Wilmot Researchers Create New Way to Study Liver Cancer
Will provide a base for study and research of rising form of the disease
March 05, 2012
Proliferation of cancer cells (in red) in biliary duct cancer
Researchers at the University of Rochester Medical Center’s James P. Wilmot Cancer Center have made significant strides in the study of a primary cancer of the liver– Intrahepatic Cholangiocarcinoma (IHCC), also called biliary tract cancer. Their work has been published online and in print editions of Cancer Research, the most frequently cited cancer journal in the world.
Aram Hezel, M.D., an assistant professor of Hematology/Oncology in the Department of Medicine at URMC, is the corresponding author of the study that examined the role of genes commonly mutated in human cancers and their role in the growth of Intrahepatic Cholangiocarcinoma, a form of bile duct cancer.

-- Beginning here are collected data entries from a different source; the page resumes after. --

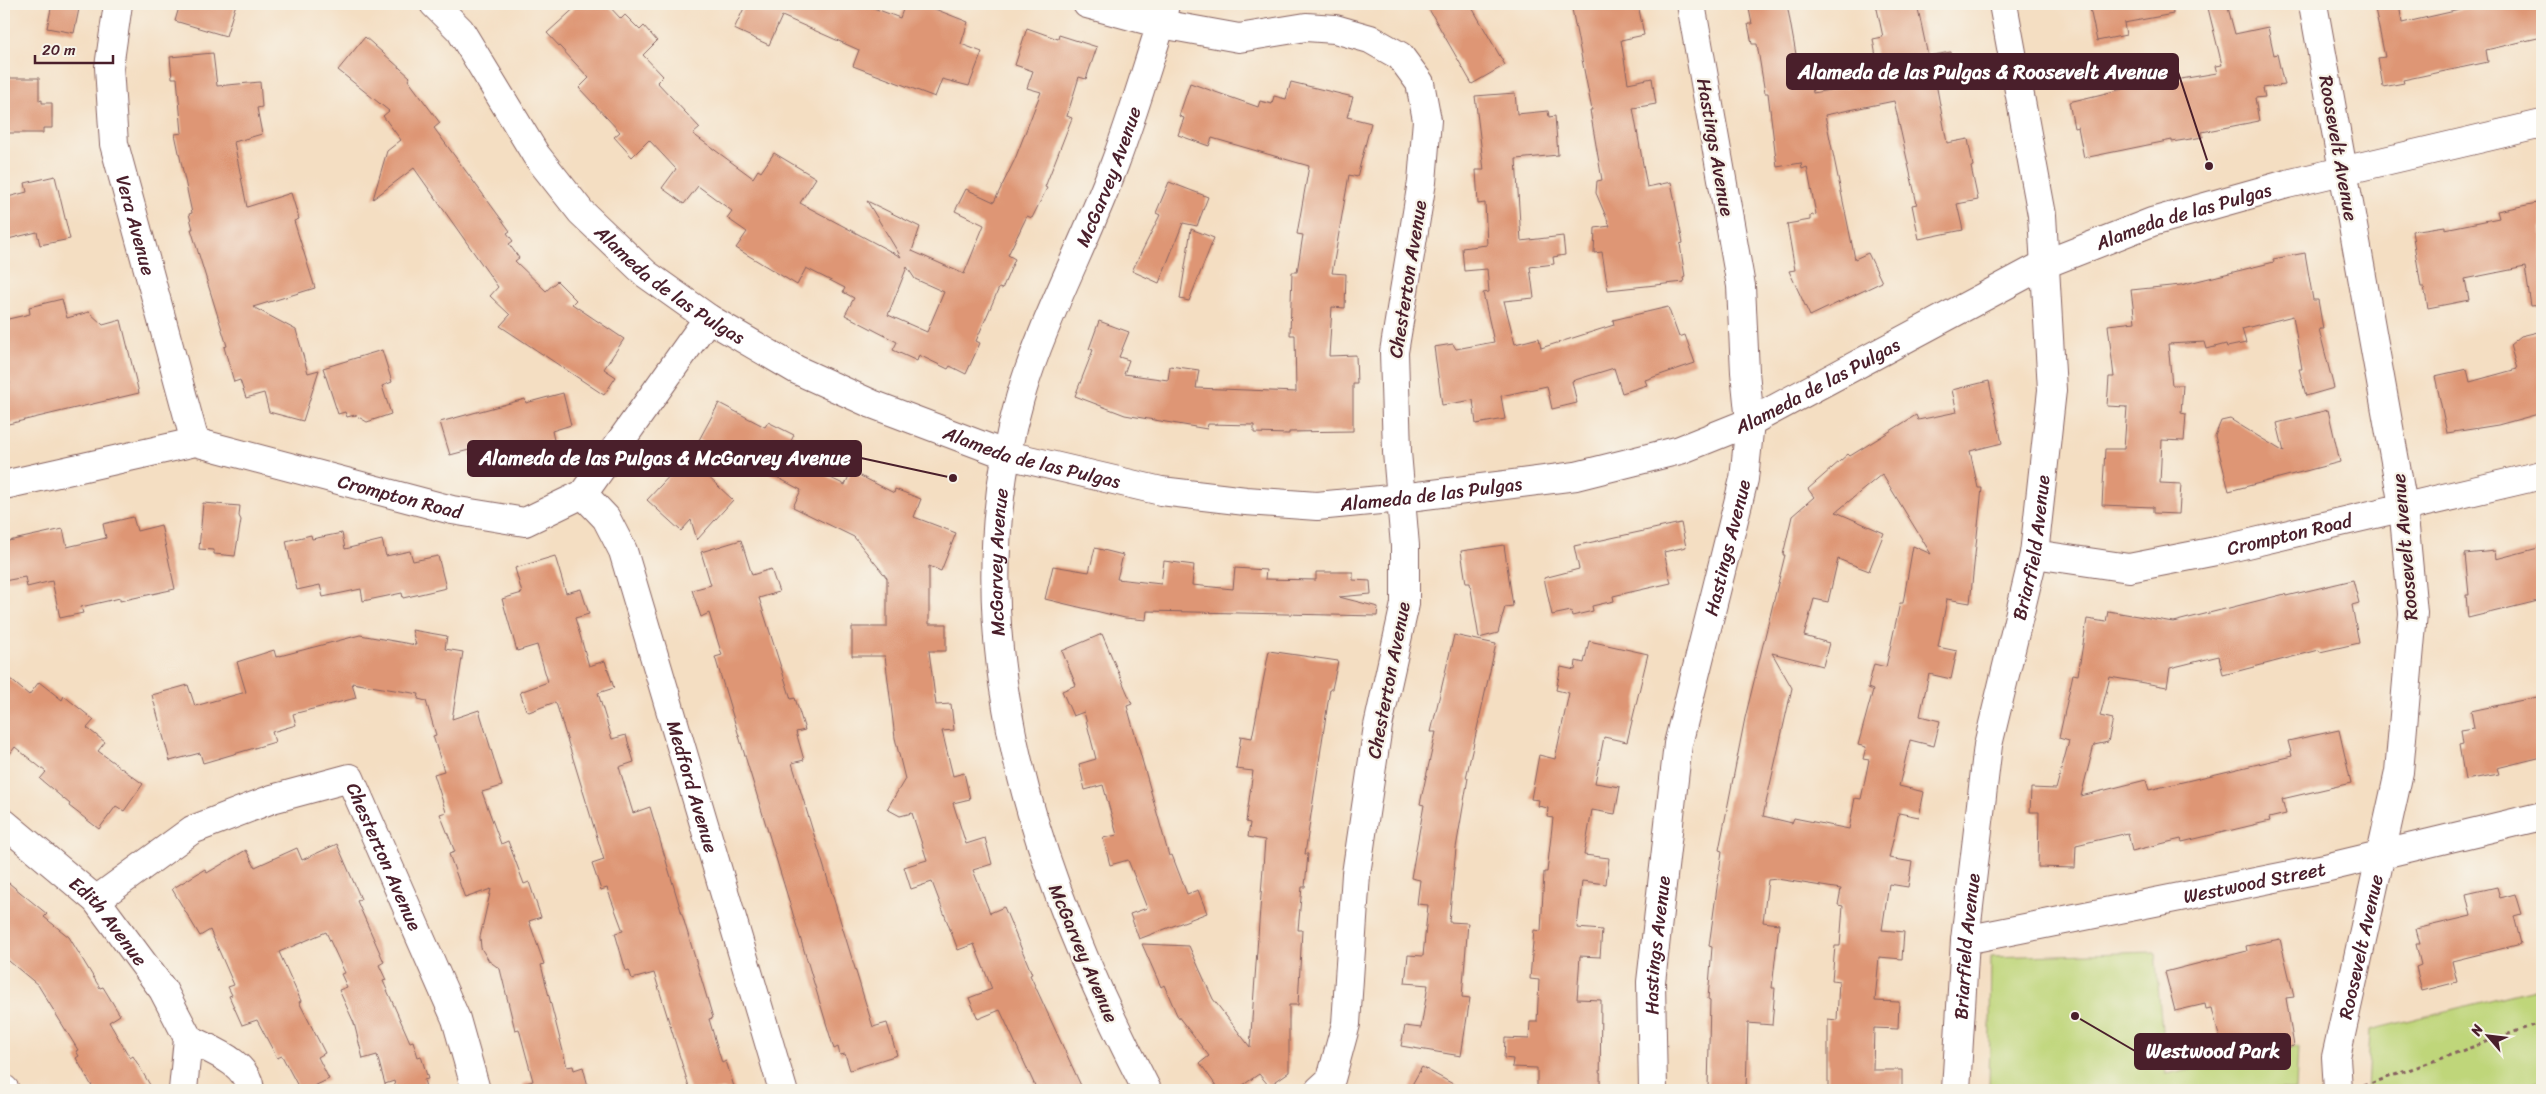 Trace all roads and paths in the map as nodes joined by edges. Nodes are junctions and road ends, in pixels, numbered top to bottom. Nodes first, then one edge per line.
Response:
1 (118, 4) edge
2 (434, 4) edge
3 (1087, 4) edge
4 (1691, 4) edge
5 (2003, 4) edge
6 (2313, 4) edge
7 (1163, 14) edge
8 (2542, 124) edge
9 (2343, 170) junction
10 (2044, 264) junction
11 (708, 318) junction
12 (1750, 422) junction
13 (195, 442) junction
14 (1007, 455) junction
15 (2542, 475) edge
16 (4, 485) edge
17 (583, 494) junction
18 (1401, 498) junction
19 (2403, 506) junction
20 (2034, 554) junction
21 (2542, 816) edge
22 (4, 823) edge
23 (2380, 854) junction
24 (96, 900) junction
25 (1965, 940) junction
26 (2542, 1022) edge
27 (188, 1038) junction
28 (2350, 1088) edge
29 (183, 1090) edge
30 (250, 1090) edge
31 (476, 1090) edge
32 (783, 1090) edge
33 (1147, 1090) edge
34 (1319, 1090) edge
35 (1653, 1090) edge
36 (1956, 1090) edge

1 - 13 street, Vera Avenue
2 - 11 street, Alameda de las Pulgas
3 - 7 street, Chesterton Avenue
4 - 12 street, Hastings Avenue
5 - 10 street, Briarfield Avenue
6 - 9 street, Roosevelt Avenue
7 - 14 street, McGarvey Avenue
7 - 18 street, Chesterton Avenue
8 - 9 street, Alameda de las Pulgas
9 - 10 street, Alameda de las Pulgas
9 - 19 street, Roosevelt Avenue
10 - 12 street, Alameda de las Pulgas
10 - 20 street, Briarfield Avenue
11 - 14 street, Alameda de las Pulgas
11 - 17 street, Crompton Road
12 - 18 street, Alameda de las Pulgas
12 - 35 street, Hastings Avenue
13 - 16 street, Crompton Road
13 - 17 street, Crompton Road
14 - 18 street, Alameda de las Pulgas
14 - 33 street, McGarvey Avenue
15 - 19 street, Crompton Road
17 - 32 street, Medford Avenue
18 - 34 street, Chesterton Avenue
19 - 20 street, Crompton Road
19 - 23 street, Roosevelt Avenue
20 - 25 street, Briarfield Avenue
21 - 23 street, Westwood Street
22 - 24 street, Edith Avenue
23 - 25 street, Westwood Street
23 - 28 street, Roosevelt Avenue
24 - 27 street, Edith Avenue
24 - 31 street, Chesterton Avenue
25 - 36 street, Briarfield Avenue
26 - 28 path
27 - 29 street
27 - 30 street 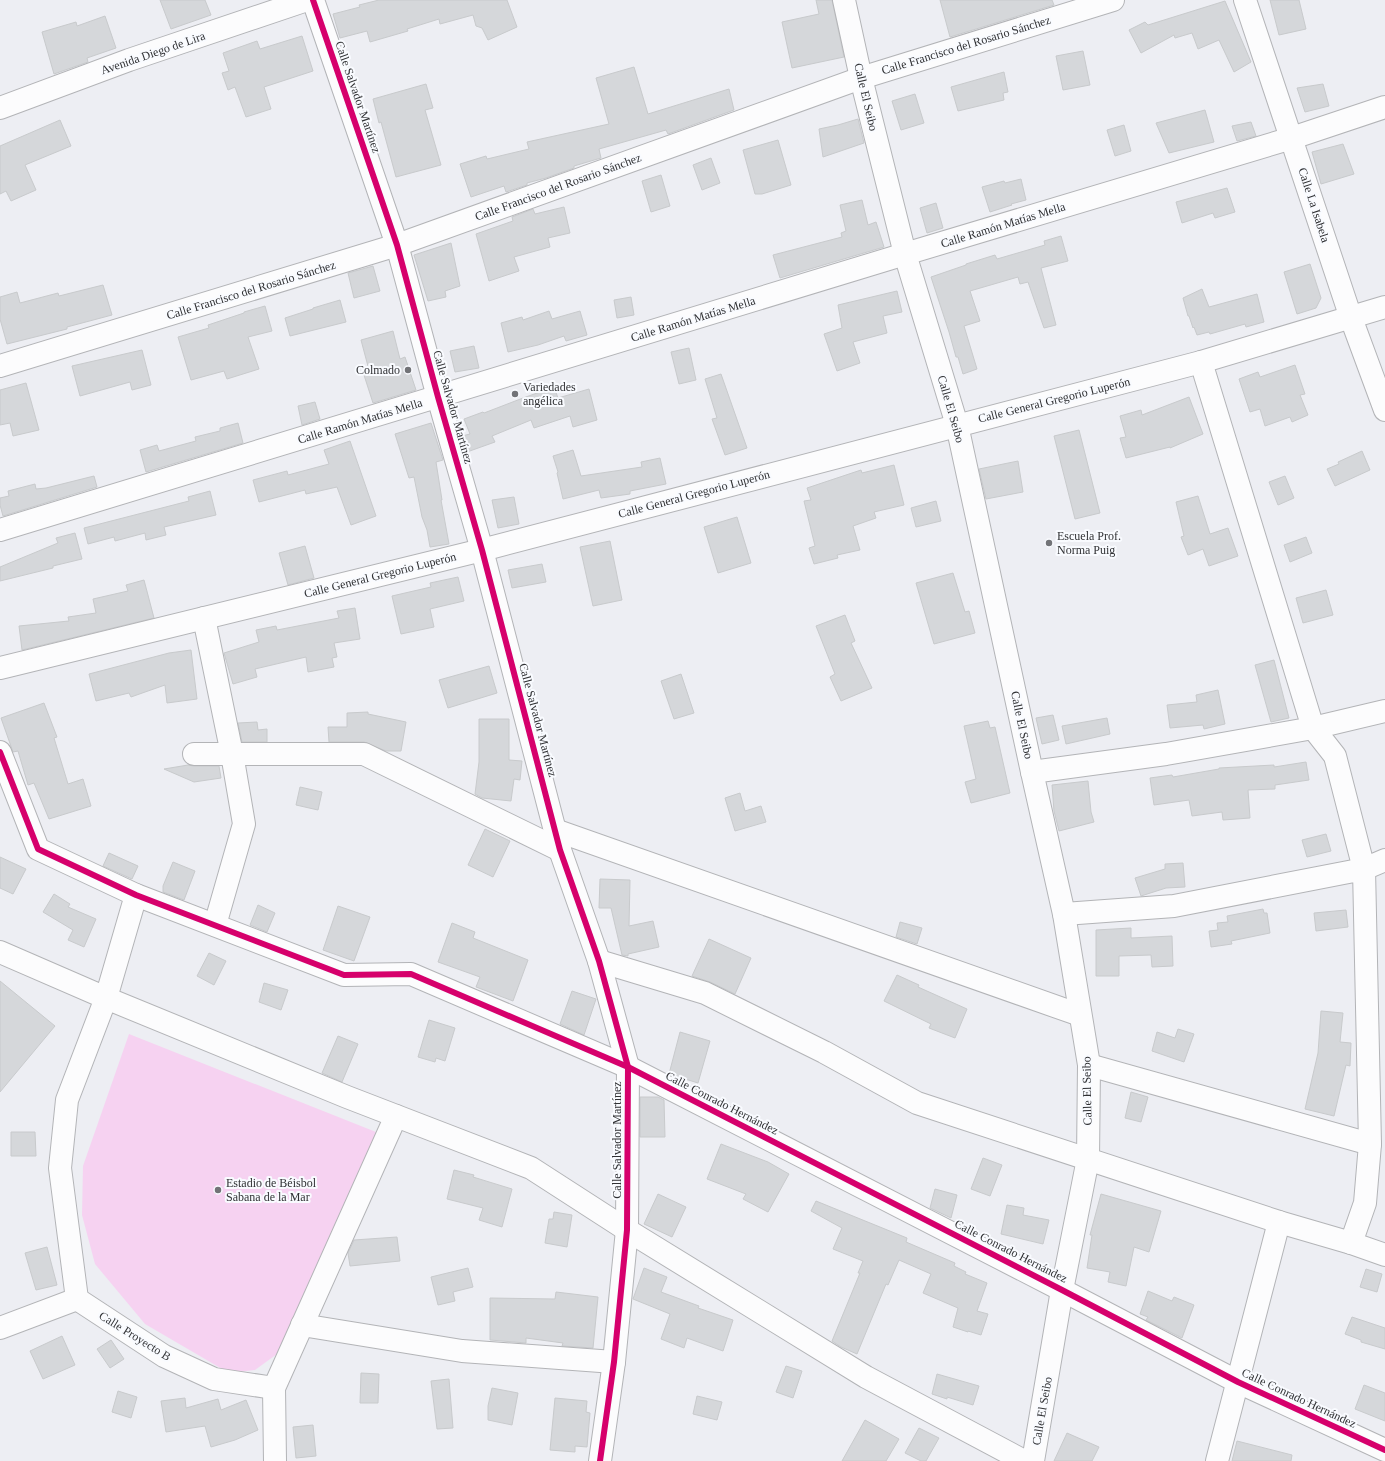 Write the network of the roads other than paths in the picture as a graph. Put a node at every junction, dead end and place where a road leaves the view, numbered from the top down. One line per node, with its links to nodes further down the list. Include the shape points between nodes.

Hezel and fellow researchers from URMC and Massachusetts General Hospital /Harvard Medical School succeeded in developing the first genetically engineered mouse model of IHCC that they hope will provide a valuable, new tool in further research of this disease. A mouse model is important to researchers as it enables them to test dozens or even hundreds of potential treatments in mice in a short span of time, accelerating the discovery process.
The model Hezel and his team created incorporates two of the most common mutations in humans – activating mutations of Kras and deletion of p53 oncogenes. An oncogene is a modified gene that increases the malignancy of a tumor cell. Some oncogenes, usually involved in early stages of cancer development, increase the chance that a normal cell develops into a tumor cell, possibly resulting in cancer.
“This is a new model of a less common liver tumor that we have not yet had good ways to study,” Hezel said. This represents the first good model that can be used as a tool to try to better understand this disease.”
Intrahepatic Cholangiocarcinoma is a primary cancer of the liver. It is thought to arise from the bile ducts, a series of branching tubes within the liver that deliver bile (which is produced by the liver) to the gallbladder and small intestine. Bile breaks down fats found in foods and also helps the body get rid of waste material filtered out of the bloodstream by the liver.
The disease is diagnosed in approximately 6,000 people per year, and its occurrence is rising at a rate that makes it among the fastest growing liver cancers, for reasons scientists have not yet been able to pinpoint. Some suspect that it may be due to doctors having better tests to diagnose this type of cancer more accurately. The tumors are typically very aggressive and highly prone to metastasis at an early stage, leading to poor prognosis. To date, many aspects of IHCC’s biology and genetic makeup, as well as its cells of origin, have eluded scientists.
The model provides a relevant foundation for further understanding of the earliest, precancerous stages of IHCC, a better understanding of the tumor biology, and for evaluating effective treatments. The group has found that chloroquine - a drug commonly used to treat malaria – has been effective in treating IHCC in the mouse model.
“We’ve not yet had good ways to study these mutations and their effects on the biliary system in humans,” Hezel stated. “Among the problems with understanding this cancer is trying to get a handle on where these tumors come from and what steps lead up to them. We tend not to have lots of biopsies of the liver. Effective screening tests for other cancers provide samples that can be studied and provide an indication of where that cancer is coming from; that’s not the case with this form of cancer. We’ve been able to make genetic changes as seen in humans and place it in a mouse model. By studying mice, we think we can learn what cells the disease comes from. We hope we have provided step upward towards a better view of the disease, both for ourselves and for others studying it.”
Co-investigators in the study included Hartmut “Hucky” Land, Ph.D., chair of the Department of Biomedical Genetics at the University of Rochester School of Medicine and Dentistry (SMD); Michael O’Dell, B.S., Wilmot Cancer Center; Christa Whitney-Miller, M.D., assistant professor in the Department of Pathology and Laboratory Medicine (SMD); Valerie Grose, B. S.. Wilmot Cancer Center; Randall Rossi, M.S., Wilmot Cancer Center; and Vikram Deshpande, M.D., Andrew Zhu, M.D., Ph.D, and Nabeel Bardeesy, Ph.D., all of Massachusetts General Hospital/Harvard Medical School.